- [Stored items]
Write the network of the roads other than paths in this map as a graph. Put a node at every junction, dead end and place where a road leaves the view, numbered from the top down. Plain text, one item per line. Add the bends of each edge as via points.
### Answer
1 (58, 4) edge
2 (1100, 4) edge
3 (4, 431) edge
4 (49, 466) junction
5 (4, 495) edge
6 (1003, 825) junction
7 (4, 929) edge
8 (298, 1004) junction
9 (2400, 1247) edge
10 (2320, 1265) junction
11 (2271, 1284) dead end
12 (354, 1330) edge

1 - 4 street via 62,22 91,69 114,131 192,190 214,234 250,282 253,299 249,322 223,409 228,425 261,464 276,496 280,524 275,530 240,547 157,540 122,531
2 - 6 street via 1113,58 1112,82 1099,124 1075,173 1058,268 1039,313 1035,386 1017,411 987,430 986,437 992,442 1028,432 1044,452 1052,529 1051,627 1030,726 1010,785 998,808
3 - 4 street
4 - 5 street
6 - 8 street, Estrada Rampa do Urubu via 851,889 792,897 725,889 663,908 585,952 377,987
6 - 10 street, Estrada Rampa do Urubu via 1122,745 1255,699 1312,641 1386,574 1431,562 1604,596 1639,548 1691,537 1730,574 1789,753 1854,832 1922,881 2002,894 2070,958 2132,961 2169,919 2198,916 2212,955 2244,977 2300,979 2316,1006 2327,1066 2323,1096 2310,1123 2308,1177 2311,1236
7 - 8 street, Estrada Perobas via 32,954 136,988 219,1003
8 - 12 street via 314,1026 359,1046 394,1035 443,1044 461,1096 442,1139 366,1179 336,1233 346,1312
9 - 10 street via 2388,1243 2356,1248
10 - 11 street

- [Exercise]
Give back every line of the data above exactly as written.

- [Response]
Write the network of the roads other than paths in this map as a graph. Put a node at every junction, dead end and place where a road leaves the view, numbered from the top down. Plain text, one item per line. Add the bends of each edge as via points.
### Answer
1 (58, 4) edge
2 (1100, 4) edge
3 (4, 431) edge
4 (49, 466) junction
5 (4, 495) edge
6 (1003, 825) junction
7 (4, 929) edge
8 (298, 1004) junction
9 (2400, 1247) edge
10 (2320, 1265) junction
11 (2271, 1284) dead end
12 (354, 1330) edge

1 - 4 street via 62,22 91,69 114,131 192,190 214,234 250,282 253,299 249,322 223,409 228,425 261,464 276,496 280,524 275,530 240,547 157,540 122,531
2 - 6 street via 1113,58 1112,82 1099,124 1075,173 1058,268 1039,313 1035,386 1017,411 987,430 986,437 992,442 1028,432 1044,452 1052,529 1051,627 1030,726 1010,785 998,808
3 - 4 street
4 - 5 street
6 - 8 street, Estrada Rampa do Urubu via 851,889 792,897 725,889 663,908 585,952 377,987
6 - 10 street, Estrada Rampa do Urubu via 1122,745 1255,699 1312,641 1386,574 1431,562 1604,596 1639,548 1691,537 1730,574 1789,753 1854,832 1922,881 2002,894 2070,958 2132,961 2169,919 2198,916 2212,955 2244,977 2300,979 2316,1006 2327,1066 2323,1096 2310,1123 2308,1177 2311,1236
7 - 8 street, Estrada Perobas via 32,954 136,988 219,1003
8 - 12 street via 314,1026 359,1046 394,1035 443,1044 461,1096 442,1139 366,1179 336,1233 346,1312
9 - 10 street via 2388,1243 2356,1248
10 - 11 street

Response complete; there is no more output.